This post is an essay about comic books and sex. These are things I am thinking about because of a book I am writing.

In May of 1962, the brilliant scientist Bruce Banner rushed into the site of an experimental gamma bomb detonation in order to save a teenager, young Rick Jones, from the blast. Banner stood at the blast’s center. His body absorbed a massive dose of gamma radiation. Banner soon found that when he lost control of his temper, he would become the Hulk, a super-strong, bulky monster with green skin and the collective smarts of a box of rocks. The Hulk was originally more of a monster than a hero, back when monster books still sold; Stan Lee created him by combining him with Frankenstein’s creature and the Hyde of Jekyll and Hyde. He also compared him to the golem. The Hulk looks like this:

In January 1981, Jennifer Susan Walters was shot by mobsters. To save her life, her cousin Bruce Banner offered his blood for a transfusion. The gamma radiation turned her into the She-Hulk.

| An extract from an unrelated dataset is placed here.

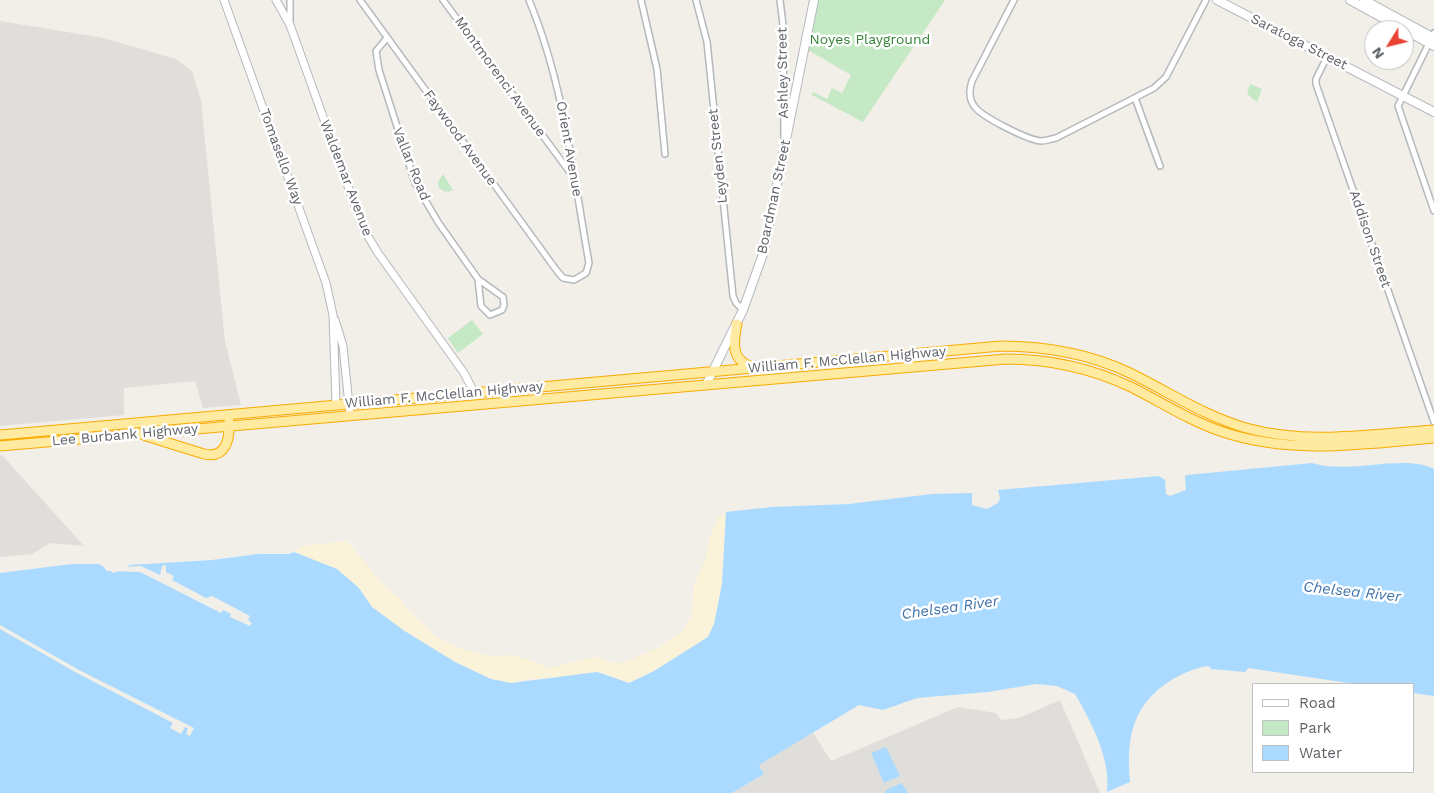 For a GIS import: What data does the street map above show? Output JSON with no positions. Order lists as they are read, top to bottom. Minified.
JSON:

Wikipedia explains the pragmatic reason for the creation of She-Hulk:

She-Hulk was created by Stan Lee, who wrote only the first issue, and was the last character he created for Marvel before his return to comics with Ravage 2099 in 1992. The reason for the character’s creation had to do with the success of the Incredible Hulk TV series (1977–82). Afraid that the show’s executives would suddenly introduce a female Hulk, resembling the popularBionic Woman, Marvel decided to publish their own version of such a character to make sure that if a similar one showed up in the TV series, they would own the rights.

She-Hulk looks like this:

You can’t really call her a “Hulk.” The Hulk is a character named for his shape. It’s not an especially appealing shape, sexually speaking. There are maybe two women alive who see the Hulk and think, “I’d like to kiss that hulk,” or “I’d like to have sex with that hulk.” (I would guess there are about two thousand men who have thought the same, but two at most who would admit it.) But you’re supposed to want to kiss She-Hulk. You’re supposed to want to fuck her body.

Wikipedia:

Power Girl is the Earth-Two counterpart of Supergirl and the first cousin of Kal-LSuperman of the pre-CrisisEarth-Two. The infant Power Girl’s parents enabled her to escape the destruction of Krypton. Although she left the planet at the same time that Superman did, her ship took much longer to reach Earth-Two.

Possessing superhuman strength and the ability to fly, she is a member of the Justice Society of America and the team’s first chairwoman. Power Girl sports a bob of blond hair; wears a distinctive white, red, and blue costume; and has an aggressive fighting style. Throughout her early appearances in All Star Comics, Power Girl was frequently at odds with Wildcat, who had a penchant for talking to her as if she were an ordinary human female rather than a superpowered Kryptonian, which she found annoying.

Power Girl looks like this:

I will admit that I’ve got decades of training in this matter, that Marvel Comics and to a lesser extent DC had a major role in wiring my sexual desires from a young age. But the only honest response to a body drawn and framed in this way is to want to fuck it. Not because it’s appealing, though maybe for you or me or someone else we know it is, but because this body wants it, is designed for it, presents itself in such a way that can clearly send no other message. (There is no possible other reason for the tit window.) They really do call her Power Girl. The power they mean is not the power that they say they mean. This is an open secret.

It’s not that I have a problem with pornography. I support it. And my point is not that hero comics are sexist. (Though they are.) (I don’t think the point really needs to be argued.)

What fascinates me here is the total lack of self-awareness represented by She-Hulk. I can imagine another kind of She-Hulk: one with a body that matches her name. The character is immediately more engaging. (The dark crevices of her body. The way she would smell. The incredible strength. Her shadow on a wall like a pile of other shadows. Her voice; what would her voice be like? How does she feel? What does she want? Will she take what she wants?) But our collective imagination apparently cannot accept such a creature. The creators of She-Hulk raise the spectre of this other, stranger creature, a true hulk, and then they substitute this bikini model, never realizing the fact of their own substitution.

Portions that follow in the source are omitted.